* **TRY IT**: When a line in the records contains the string "then", copy that line.

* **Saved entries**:
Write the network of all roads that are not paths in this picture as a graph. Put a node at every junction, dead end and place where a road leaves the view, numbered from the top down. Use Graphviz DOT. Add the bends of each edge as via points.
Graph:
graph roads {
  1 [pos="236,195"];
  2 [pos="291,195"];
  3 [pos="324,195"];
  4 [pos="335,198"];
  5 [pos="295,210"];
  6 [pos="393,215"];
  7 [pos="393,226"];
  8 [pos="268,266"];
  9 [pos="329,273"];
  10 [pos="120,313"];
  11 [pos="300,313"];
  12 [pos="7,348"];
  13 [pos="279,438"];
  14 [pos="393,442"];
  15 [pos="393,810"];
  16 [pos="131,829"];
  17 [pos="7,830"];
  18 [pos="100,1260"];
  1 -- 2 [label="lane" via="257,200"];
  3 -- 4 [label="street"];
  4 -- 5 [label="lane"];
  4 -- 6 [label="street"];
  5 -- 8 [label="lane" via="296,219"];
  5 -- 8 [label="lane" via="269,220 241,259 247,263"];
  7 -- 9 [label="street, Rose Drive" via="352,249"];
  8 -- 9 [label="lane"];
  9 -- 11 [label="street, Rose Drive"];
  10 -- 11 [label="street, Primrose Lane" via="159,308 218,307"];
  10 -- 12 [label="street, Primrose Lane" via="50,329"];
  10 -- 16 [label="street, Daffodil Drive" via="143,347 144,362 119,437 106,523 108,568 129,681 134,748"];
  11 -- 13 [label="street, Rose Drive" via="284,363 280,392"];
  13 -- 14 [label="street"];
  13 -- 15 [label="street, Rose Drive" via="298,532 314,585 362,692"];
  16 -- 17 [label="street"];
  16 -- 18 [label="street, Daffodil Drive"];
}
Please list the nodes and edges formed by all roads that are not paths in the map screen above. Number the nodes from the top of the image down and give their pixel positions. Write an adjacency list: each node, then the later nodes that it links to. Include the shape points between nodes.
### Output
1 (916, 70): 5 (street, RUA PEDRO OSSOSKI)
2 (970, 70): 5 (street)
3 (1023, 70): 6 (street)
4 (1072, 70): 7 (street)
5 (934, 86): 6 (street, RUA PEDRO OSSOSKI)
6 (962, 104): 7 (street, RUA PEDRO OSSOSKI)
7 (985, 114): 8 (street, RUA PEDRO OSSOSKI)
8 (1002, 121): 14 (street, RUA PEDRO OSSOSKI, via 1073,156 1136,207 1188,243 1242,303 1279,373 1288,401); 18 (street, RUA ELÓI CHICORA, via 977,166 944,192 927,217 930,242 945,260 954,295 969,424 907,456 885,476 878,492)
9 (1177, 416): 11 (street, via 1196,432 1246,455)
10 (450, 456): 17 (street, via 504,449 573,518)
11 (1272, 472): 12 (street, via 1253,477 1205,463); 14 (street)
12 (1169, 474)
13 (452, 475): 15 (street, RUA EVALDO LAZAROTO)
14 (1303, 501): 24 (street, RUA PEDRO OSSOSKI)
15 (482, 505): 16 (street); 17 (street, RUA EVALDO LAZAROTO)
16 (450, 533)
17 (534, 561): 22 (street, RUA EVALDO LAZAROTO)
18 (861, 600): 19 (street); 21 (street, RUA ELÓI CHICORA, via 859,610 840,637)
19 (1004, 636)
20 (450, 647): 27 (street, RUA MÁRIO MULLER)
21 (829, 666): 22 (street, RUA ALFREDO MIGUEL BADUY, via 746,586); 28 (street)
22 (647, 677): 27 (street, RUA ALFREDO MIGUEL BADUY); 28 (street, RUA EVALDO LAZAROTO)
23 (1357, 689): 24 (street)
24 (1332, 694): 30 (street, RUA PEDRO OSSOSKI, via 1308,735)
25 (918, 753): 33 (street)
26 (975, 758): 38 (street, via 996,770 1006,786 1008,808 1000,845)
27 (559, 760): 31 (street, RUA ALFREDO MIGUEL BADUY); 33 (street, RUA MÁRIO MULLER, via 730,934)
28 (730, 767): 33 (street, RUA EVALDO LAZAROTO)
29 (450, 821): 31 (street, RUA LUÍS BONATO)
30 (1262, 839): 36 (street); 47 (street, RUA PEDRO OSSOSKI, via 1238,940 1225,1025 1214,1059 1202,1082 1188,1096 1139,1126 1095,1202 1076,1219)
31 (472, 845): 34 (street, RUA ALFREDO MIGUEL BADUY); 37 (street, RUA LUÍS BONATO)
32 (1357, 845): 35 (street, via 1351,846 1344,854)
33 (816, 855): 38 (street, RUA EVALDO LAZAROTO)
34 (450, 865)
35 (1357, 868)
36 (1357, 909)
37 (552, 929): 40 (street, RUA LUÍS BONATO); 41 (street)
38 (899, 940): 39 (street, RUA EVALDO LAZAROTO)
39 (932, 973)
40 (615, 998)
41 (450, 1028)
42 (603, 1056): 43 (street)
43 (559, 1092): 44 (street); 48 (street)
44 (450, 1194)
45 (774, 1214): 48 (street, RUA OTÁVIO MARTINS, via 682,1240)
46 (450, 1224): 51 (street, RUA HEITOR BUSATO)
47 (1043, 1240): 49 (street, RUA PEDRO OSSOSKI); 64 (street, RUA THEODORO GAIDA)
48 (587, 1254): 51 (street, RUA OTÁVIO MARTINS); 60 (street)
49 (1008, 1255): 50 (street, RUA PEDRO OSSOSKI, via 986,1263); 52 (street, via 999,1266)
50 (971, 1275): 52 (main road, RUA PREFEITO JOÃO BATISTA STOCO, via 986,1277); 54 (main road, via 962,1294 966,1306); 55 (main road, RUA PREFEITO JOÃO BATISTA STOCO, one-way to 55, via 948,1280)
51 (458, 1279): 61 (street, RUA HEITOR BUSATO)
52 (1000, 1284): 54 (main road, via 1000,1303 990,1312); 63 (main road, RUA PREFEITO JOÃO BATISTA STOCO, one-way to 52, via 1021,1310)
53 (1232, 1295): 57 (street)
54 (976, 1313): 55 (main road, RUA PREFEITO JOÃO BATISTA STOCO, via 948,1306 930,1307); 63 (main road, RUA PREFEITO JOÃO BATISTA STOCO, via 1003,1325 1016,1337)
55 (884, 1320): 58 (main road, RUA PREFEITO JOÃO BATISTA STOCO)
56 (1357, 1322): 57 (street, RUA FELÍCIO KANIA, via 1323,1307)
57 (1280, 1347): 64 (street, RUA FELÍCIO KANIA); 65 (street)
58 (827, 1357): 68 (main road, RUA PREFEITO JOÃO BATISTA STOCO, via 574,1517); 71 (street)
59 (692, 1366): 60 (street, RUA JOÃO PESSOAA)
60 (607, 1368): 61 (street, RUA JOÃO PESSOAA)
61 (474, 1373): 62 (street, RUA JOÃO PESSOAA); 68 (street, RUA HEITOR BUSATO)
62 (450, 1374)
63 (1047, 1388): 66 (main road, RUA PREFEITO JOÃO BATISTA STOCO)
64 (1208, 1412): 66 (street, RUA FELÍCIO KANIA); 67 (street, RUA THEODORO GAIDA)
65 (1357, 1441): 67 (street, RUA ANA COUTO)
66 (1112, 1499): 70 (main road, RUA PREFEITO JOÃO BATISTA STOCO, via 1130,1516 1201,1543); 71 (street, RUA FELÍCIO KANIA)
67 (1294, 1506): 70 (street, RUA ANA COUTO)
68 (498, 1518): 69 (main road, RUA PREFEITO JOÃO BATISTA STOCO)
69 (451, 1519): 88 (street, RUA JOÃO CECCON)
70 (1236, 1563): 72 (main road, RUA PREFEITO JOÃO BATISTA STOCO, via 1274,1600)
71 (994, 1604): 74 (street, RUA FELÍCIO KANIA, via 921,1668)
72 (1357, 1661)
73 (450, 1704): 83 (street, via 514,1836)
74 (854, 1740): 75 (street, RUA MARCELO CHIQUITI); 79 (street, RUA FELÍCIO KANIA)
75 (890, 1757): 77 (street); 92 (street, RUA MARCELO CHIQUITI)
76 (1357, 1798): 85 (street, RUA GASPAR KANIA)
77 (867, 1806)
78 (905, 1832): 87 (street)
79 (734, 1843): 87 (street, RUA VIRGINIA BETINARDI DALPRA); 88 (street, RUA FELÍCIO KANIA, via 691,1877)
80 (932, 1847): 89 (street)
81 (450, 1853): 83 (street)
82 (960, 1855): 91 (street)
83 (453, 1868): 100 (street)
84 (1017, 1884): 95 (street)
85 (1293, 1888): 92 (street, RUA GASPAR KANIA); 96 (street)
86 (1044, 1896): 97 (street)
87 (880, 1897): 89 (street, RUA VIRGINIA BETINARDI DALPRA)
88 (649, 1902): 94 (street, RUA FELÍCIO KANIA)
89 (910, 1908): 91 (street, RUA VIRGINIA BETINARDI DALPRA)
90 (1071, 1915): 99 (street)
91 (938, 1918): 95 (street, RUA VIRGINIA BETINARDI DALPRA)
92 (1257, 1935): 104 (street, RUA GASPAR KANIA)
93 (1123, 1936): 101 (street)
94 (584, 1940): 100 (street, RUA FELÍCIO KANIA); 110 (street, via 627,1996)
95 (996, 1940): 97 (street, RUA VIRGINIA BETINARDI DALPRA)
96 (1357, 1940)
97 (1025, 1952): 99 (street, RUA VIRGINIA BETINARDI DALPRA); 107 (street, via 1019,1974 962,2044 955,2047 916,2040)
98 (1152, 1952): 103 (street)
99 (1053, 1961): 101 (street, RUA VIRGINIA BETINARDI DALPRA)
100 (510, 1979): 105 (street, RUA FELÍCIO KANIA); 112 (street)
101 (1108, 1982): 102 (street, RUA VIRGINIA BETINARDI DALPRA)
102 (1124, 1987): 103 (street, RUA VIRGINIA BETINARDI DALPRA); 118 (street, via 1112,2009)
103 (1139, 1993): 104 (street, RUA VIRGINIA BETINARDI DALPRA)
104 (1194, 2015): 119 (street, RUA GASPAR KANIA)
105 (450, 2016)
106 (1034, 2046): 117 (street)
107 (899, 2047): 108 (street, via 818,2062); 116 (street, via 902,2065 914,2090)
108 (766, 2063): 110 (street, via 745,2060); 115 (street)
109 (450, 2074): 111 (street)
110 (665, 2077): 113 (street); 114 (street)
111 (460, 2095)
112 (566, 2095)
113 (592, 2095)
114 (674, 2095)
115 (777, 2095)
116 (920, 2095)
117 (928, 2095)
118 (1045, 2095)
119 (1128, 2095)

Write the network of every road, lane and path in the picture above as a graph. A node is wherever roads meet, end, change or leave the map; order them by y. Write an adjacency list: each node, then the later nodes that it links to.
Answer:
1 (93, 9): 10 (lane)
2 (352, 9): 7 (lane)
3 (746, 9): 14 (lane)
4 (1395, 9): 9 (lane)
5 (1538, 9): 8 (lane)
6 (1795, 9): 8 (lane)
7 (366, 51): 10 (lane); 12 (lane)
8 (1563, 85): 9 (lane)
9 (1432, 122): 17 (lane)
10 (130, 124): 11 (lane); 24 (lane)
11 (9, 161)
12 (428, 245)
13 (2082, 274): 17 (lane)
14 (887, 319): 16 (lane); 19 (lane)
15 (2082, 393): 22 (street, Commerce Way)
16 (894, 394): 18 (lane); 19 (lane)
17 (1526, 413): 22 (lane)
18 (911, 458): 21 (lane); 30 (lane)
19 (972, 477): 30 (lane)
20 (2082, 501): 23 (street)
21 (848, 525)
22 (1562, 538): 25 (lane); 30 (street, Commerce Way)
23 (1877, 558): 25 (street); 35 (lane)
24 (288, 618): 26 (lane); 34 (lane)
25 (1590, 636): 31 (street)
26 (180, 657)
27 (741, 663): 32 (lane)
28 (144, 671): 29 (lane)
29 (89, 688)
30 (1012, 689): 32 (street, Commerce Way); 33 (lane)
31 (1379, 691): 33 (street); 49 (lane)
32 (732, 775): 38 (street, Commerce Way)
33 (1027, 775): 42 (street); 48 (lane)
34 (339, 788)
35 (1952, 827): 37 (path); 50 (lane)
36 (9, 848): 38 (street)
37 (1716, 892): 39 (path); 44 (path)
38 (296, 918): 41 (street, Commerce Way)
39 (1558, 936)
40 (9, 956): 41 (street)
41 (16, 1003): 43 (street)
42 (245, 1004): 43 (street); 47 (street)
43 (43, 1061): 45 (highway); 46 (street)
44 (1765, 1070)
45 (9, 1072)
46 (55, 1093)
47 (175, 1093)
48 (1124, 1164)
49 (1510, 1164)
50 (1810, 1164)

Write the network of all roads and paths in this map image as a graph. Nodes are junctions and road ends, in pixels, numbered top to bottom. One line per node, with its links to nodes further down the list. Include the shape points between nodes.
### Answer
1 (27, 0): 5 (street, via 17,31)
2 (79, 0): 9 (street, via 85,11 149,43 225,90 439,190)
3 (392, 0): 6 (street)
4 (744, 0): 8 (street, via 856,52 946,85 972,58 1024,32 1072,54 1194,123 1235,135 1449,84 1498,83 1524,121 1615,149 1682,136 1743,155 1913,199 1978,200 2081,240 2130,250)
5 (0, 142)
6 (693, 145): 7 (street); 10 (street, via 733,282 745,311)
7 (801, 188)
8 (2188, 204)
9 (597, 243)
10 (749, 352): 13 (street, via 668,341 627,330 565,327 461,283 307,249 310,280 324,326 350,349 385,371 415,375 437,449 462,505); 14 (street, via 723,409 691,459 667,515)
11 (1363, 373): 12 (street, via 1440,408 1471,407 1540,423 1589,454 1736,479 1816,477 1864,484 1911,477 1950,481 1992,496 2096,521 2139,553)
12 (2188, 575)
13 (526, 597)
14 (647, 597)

* **SOLUTION FOR THIS TASK**:
Please list the nodes and edges formed by all roads that are not paths in the map screen above. Number the nodes from the top of the image down and give their pixel positions. Write an adjacency list: each node, then the later nodes that it links to. Include the shape points between nodes.
Write the network of every road, lane and path in the picture above as a graph. A node is wherever roads meet, end, change or leave the map; order them by y. Write an adjacency list: each node, then the later nodes that it links to.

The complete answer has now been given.